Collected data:

- Opening Delimiter -

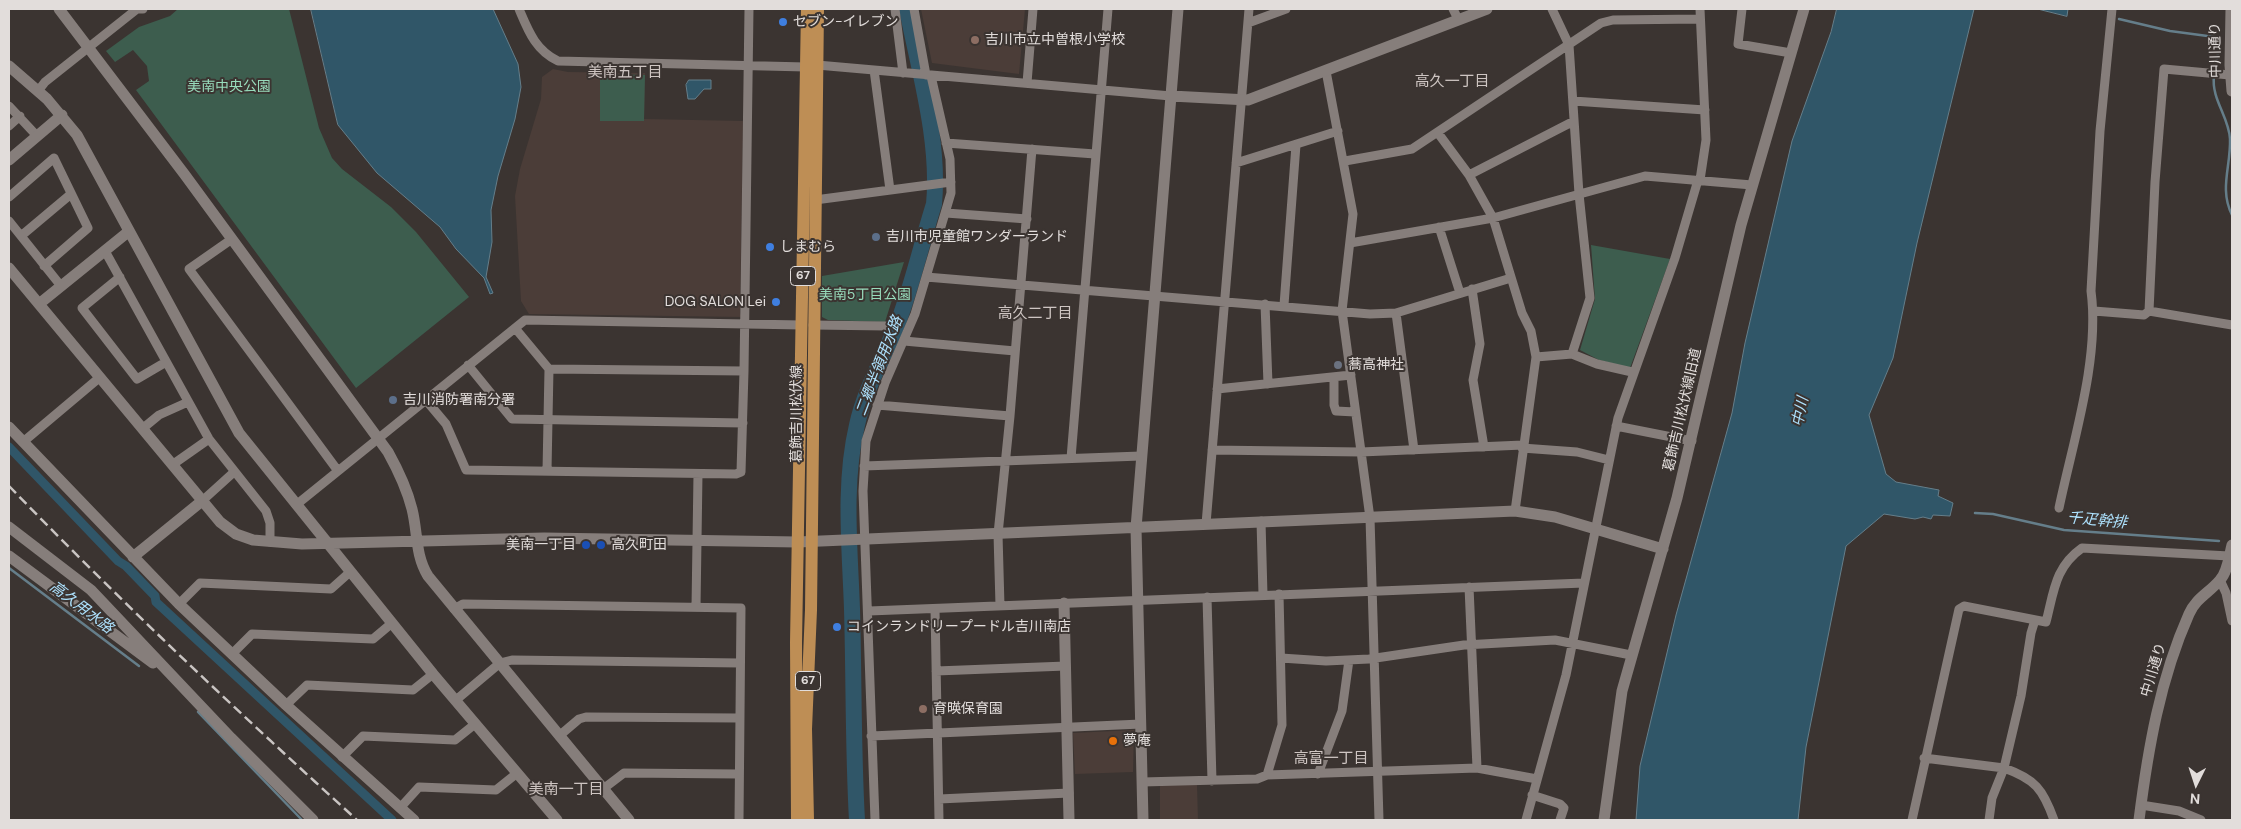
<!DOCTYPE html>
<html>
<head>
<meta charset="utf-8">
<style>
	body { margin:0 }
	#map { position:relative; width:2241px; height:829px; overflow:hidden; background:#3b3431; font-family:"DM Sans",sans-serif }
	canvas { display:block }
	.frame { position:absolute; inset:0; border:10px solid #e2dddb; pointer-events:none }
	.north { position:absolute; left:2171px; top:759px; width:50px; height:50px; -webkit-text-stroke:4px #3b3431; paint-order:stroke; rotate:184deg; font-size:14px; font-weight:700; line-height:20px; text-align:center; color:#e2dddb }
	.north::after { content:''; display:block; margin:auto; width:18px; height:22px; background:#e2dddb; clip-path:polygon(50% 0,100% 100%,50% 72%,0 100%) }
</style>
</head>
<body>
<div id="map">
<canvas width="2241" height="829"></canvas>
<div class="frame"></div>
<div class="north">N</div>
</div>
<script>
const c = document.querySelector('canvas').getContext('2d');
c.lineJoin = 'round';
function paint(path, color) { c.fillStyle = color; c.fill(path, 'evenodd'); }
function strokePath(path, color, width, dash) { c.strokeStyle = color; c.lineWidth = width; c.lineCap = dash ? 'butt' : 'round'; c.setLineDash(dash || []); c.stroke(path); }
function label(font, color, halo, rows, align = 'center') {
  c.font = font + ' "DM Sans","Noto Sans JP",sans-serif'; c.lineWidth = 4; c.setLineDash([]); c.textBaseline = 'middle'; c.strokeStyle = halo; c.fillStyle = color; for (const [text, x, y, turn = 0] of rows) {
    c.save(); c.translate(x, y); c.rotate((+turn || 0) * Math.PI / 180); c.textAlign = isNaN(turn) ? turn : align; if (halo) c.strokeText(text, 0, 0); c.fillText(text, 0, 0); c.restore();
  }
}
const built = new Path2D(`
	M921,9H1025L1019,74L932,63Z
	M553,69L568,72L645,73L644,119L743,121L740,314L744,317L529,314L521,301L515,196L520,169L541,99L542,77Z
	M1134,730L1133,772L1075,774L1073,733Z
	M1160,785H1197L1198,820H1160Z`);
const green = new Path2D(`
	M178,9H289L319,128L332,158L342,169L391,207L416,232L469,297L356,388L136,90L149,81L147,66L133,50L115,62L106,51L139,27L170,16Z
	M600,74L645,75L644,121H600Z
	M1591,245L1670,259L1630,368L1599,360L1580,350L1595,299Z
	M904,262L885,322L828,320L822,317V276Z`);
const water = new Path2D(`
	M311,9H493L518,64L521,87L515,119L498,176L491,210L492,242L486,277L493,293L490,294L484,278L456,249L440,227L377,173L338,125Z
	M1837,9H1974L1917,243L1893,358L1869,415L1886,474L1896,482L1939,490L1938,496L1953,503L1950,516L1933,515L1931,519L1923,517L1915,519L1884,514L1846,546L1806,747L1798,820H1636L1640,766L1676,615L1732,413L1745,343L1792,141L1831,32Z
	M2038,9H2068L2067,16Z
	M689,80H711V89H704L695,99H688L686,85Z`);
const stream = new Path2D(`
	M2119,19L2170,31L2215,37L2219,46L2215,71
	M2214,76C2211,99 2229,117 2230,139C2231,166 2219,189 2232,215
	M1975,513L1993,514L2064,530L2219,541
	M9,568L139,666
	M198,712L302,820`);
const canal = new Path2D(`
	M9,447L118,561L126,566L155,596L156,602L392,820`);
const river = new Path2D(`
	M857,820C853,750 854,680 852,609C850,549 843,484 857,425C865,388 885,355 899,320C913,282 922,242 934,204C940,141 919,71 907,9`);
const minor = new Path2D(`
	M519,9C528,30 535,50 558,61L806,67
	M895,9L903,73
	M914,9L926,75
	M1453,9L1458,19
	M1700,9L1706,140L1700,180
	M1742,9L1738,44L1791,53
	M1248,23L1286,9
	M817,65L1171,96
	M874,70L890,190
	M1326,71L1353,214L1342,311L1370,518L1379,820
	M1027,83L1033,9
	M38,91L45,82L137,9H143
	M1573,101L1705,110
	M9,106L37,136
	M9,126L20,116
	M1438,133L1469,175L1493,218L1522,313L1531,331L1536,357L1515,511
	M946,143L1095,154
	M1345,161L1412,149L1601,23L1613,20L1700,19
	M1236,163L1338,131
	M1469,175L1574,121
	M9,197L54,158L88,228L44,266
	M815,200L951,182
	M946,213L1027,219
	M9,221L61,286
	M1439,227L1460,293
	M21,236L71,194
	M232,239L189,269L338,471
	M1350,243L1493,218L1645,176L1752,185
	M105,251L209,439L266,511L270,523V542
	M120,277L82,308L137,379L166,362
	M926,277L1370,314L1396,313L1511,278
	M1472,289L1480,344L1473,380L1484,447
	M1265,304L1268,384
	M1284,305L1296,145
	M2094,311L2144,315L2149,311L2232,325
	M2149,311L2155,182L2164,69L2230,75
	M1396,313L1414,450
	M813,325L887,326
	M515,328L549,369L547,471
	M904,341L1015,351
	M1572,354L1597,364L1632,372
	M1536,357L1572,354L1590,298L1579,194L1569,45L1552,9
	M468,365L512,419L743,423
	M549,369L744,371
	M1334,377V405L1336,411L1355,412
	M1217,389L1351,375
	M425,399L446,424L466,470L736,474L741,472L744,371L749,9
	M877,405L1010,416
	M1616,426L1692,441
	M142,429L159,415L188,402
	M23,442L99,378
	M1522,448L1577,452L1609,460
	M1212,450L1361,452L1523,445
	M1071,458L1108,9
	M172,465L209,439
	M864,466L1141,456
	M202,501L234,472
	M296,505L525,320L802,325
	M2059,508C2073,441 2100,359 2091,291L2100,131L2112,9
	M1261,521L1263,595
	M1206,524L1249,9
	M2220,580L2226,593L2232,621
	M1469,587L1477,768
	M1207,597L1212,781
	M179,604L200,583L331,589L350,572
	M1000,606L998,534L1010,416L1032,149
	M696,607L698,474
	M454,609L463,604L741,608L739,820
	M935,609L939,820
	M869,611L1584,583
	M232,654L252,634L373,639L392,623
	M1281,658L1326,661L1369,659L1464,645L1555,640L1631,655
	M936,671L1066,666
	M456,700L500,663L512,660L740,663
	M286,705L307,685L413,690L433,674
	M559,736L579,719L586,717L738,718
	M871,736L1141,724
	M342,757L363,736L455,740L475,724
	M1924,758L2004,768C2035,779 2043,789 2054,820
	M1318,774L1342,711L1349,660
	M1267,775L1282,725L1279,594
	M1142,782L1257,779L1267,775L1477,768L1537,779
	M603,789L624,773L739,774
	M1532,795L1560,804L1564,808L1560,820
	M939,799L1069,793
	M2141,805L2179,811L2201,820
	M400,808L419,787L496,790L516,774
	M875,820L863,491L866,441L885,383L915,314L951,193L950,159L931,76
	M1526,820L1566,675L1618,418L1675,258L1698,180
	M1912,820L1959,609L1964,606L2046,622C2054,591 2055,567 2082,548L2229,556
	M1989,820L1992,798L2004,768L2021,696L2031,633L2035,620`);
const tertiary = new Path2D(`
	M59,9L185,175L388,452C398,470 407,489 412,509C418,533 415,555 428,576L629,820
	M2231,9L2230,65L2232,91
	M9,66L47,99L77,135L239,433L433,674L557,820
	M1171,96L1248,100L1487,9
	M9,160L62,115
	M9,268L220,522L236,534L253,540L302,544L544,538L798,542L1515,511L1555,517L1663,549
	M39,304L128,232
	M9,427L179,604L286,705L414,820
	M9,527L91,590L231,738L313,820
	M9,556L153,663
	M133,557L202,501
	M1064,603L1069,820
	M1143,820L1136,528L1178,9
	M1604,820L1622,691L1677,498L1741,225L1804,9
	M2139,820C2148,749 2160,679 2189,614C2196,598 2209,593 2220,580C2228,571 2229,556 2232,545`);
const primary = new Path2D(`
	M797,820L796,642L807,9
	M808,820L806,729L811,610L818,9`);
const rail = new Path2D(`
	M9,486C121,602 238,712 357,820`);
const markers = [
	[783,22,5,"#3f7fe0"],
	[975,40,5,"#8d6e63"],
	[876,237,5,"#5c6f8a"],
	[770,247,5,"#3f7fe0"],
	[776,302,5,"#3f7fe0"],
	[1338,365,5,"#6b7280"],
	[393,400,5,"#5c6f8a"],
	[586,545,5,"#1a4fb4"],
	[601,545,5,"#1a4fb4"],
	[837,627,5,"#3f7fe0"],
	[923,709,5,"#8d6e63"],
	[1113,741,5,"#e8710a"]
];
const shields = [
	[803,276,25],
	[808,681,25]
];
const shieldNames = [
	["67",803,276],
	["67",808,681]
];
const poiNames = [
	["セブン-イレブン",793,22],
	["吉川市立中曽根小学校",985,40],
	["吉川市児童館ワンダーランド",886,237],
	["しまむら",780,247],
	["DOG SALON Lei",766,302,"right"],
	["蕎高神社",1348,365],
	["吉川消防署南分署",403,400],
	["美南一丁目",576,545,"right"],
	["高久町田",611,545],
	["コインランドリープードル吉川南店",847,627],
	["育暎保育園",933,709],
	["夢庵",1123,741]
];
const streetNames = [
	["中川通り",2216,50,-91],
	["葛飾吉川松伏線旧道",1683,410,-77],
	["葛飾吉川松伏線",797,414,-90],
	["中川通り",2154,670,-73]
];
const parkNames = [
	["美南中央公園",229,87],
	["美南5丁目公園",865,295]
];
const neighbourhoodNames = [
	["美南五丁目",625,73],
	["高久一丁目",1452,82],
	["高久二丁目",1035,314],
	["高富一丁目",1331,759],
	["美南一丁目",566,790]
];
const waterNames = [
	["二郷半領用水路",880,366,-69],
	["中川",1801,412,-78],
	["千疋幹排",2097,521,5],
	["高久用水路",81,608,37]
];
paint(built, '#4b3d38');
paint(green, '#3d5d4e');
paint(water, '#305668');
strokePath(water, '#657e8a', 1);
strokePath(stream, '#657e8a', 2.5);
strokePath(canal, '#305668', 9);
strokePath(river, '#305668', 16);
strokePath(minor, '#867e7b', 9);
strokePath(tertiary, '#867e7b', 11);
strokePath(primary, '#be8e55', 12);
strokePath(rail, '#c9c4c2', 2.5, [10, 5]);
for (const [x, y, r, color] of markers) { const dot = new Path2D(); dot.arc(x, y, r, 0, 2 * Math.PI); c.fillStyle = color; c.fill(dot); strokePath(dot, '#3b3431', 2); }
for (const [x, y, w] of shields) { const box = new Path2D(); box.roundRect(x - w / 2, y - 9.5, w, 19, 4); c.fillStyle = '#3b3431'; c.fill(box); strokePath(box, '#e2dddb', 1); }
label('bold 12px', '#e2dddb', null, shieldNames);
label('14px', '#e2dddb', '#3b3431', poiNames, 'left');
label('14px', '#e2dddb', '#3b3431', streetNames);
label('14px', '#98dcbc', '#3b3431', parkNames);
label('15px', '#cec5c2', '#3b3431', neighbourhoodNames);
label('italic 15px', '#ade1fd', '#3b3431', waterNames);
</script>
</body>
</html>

- Closing Delimiter -

Exercise details
Each line in the data that holds the word "Math" must be copied.

Reply
    c.save(); c.translate(x, y); c.rotate((+turn || 0) * Math.PI / 180); c.textAlign = isNaN(turn) ? turn : align; if (halo) c.strokeText(text, 0, 0); c.fillText(text, 0, 0); c.restore();
for (const [x, y, r, color] of markers) { const dot = new Path2D(); dot.arc(x, y, r, 0, 2 * Math.PI); c.fillStyle = color; c.fill(dot); strokePath(dot, '#3b3431', 2); }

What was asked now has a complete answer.